KAMI, para orang tua murid kelas dua SD yang anak- anaknya mengikuti seleksi untuk masuk ke kelas akselerasi diminta hadir untuk menerima hasil test psikologi dan ketetapan masuk tidaknya anak kami ke kelas akselerasi.
Ini kali kedua untuk peristiwa yang sama bagiku. Aku hadir di sekolah sebab anak kedua kami, anak tengah dalam keluarga kami mengikuti seleksi. Sebelumnya, si sulung pernah mengikuti test yang sama.
Tak banyak keraguan saat si sulung mengatakan ingin mendaftarkan diri untuk masuk kelas akselerasi. Anak perempuan sulung kami itu sangat ajeg, tahu apa yang dia mau, disiplin, dengan pemikiran yang jauh ke depan.

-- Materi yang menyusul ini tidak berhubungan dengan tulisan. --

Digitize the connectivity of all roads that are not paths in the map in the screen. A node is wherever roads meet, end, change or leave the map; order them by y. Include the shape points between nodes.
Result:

Nilai- nilai akademiknya cemerlang. Dia favorit guru- guru.
Hobbynya membaca. Saat kelas 3 SD dia sudah mulai membaca buku- buku yang ditulis oleh YB Mangunwijaya, Kuntowijoyo, Umar Kayam dan semacamnya. Dia manis dan tak banyak bergejolak. Tentu saja, mogok sekolah tak ada dalam kamusnya. Sekolah, adakalanya juga menyebalkan buat dia. Tapi kegigihan yang dimilikinya membantu dia untuk mengatasi semua.

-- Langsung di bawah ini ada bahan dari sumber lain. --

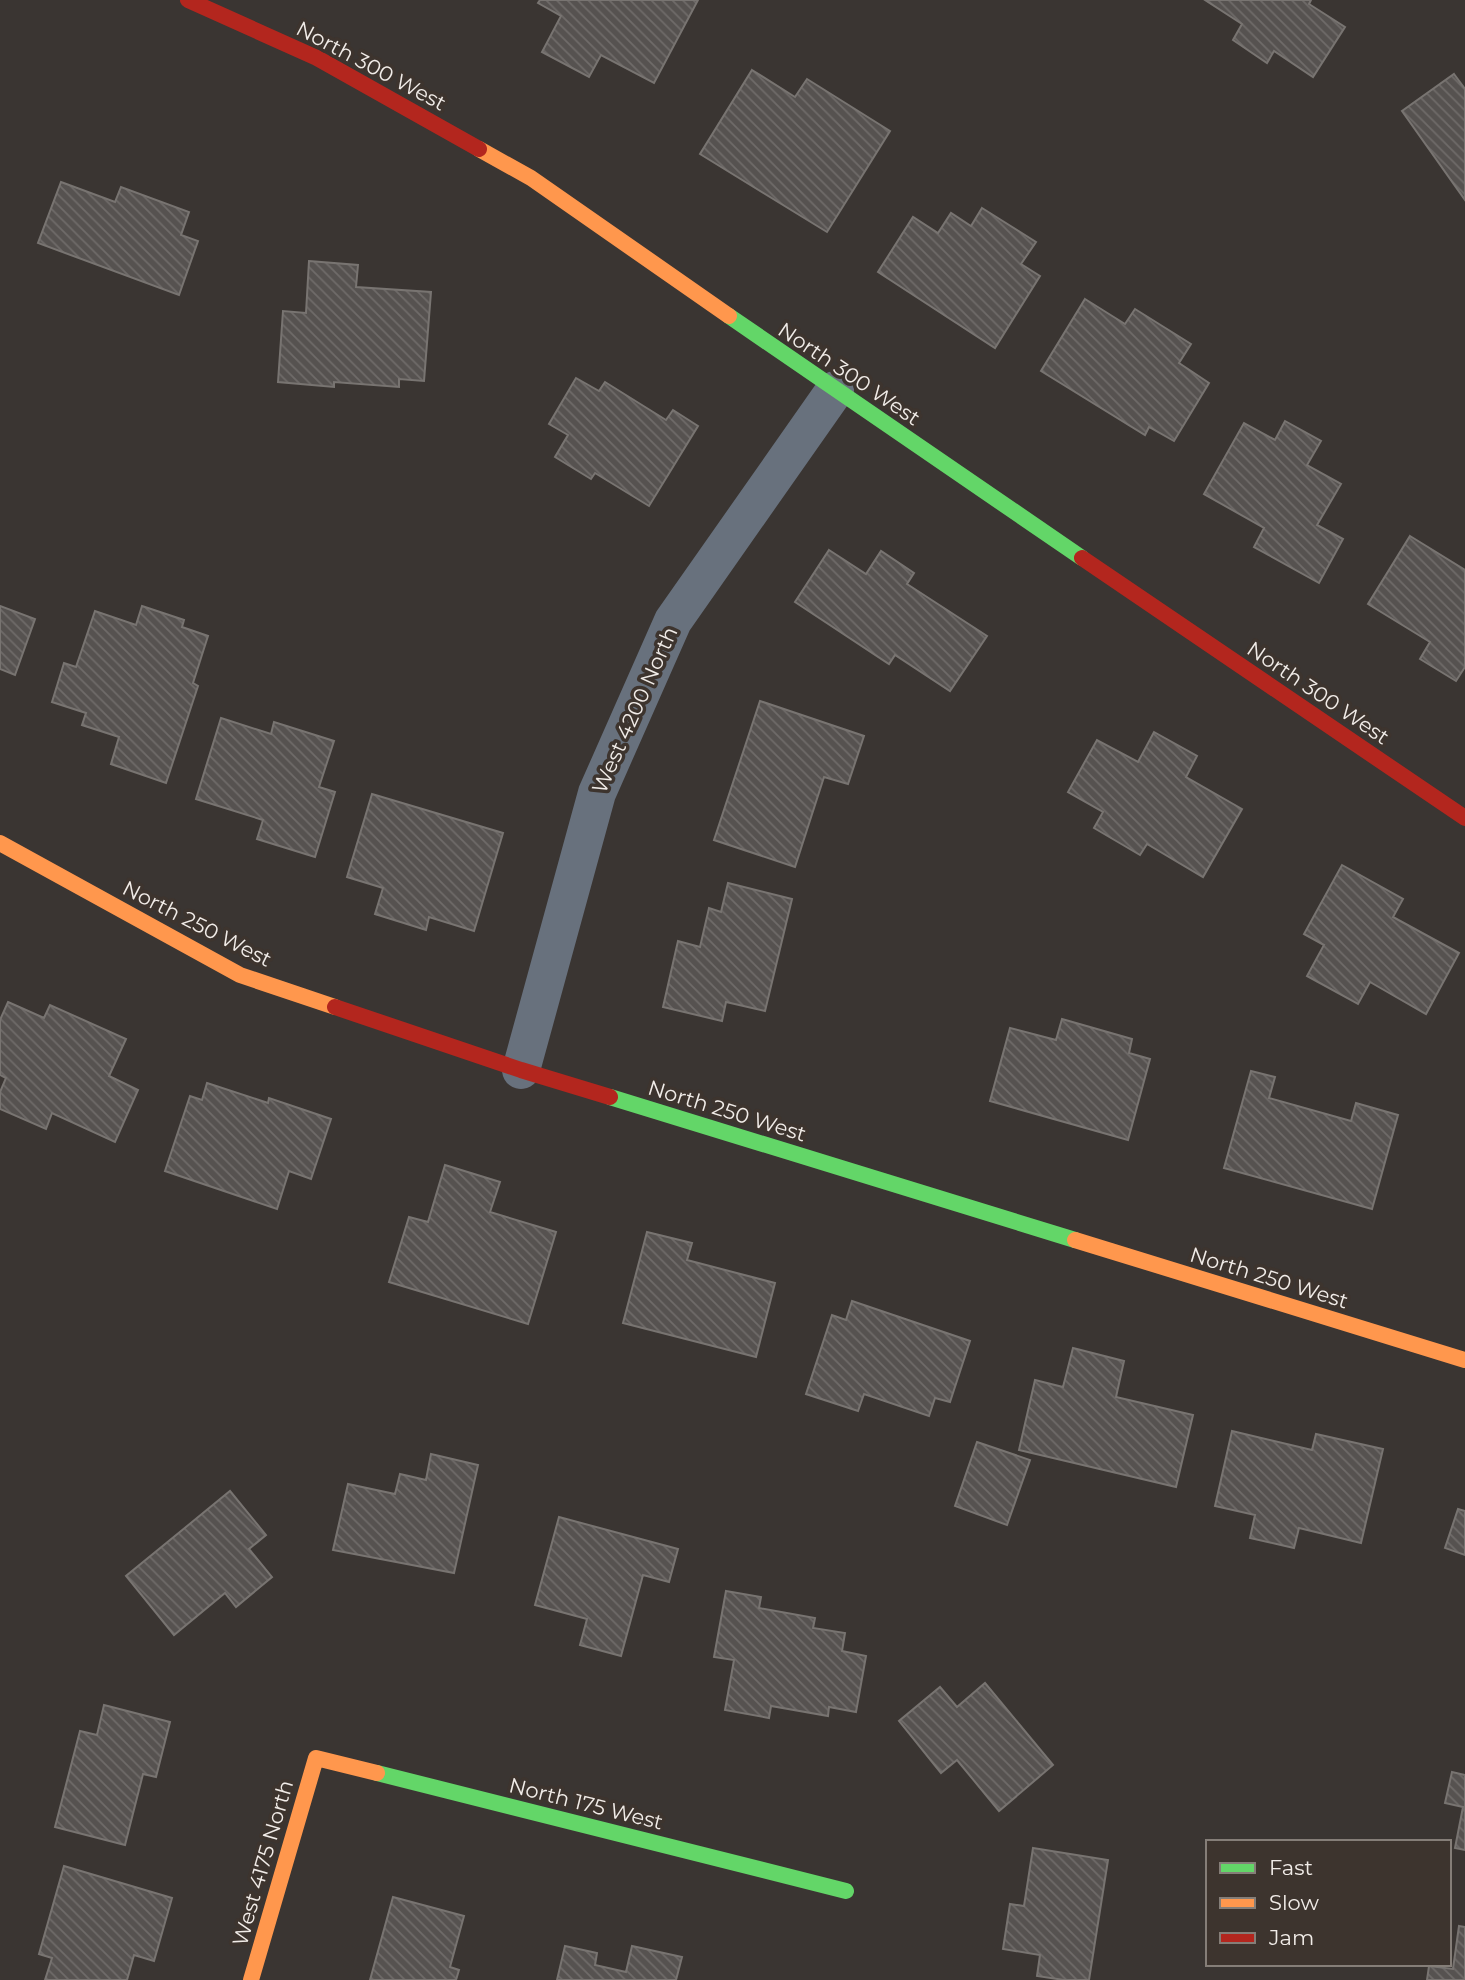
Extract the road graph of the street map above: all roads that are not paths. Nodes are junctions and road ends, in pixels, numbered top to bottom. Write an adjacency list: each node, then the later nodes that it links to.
1 (188, 0): 2 (street, North 300 West)
2 (835, 390): 3 (street, North 300 West); 5 (street, West 4200 North)
3 (1465, 818)
4 (0, 843): 5 (street, North 250 West)
5 (521, 1070): 6 (street, North 250 West)
6 (1465, 1360)
7 (316, 1758): 8 (street, North 175 West); 9 (street, West 4175 North)
8 (846, 1891)
9 (251, 1980)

Maka, dulu kami tak terlalu terkejut saat melihat hasil test psikologinya. Semua stabil. Kemampuan intelektual dan sosialnya seimbang. IQ-nya yang 141 jauh di atas rata- rata. Dia jelas calon potensial untuk masuk kelas akselerasi.
Tapi adiknya...
Adiknya, anak lelaki tengah kami itu membingungkan.
Sebenarnya, dari dia berusia sekitar dua tahun dan mulai banyak bicara, sudah kuidentifikasi bahwa anak kedua kami itu sangat cerdas. Dari cara bicaranya bisa kuukur kecerdasannya. Dugaanku, dia bahkan lebih cerdas dari kakaknya.
Gurauan anak kedua kami ini bisa membuat kami terpingkal- pingkal walau kuduga, belum tentu begitu jika anak kecil lain yang mendengarnya. Sebab, dia tidak bicara A. B, C, D.. Dia bisa saja mengatakan A, B lalu melompat ke T sebagai kesimpulan.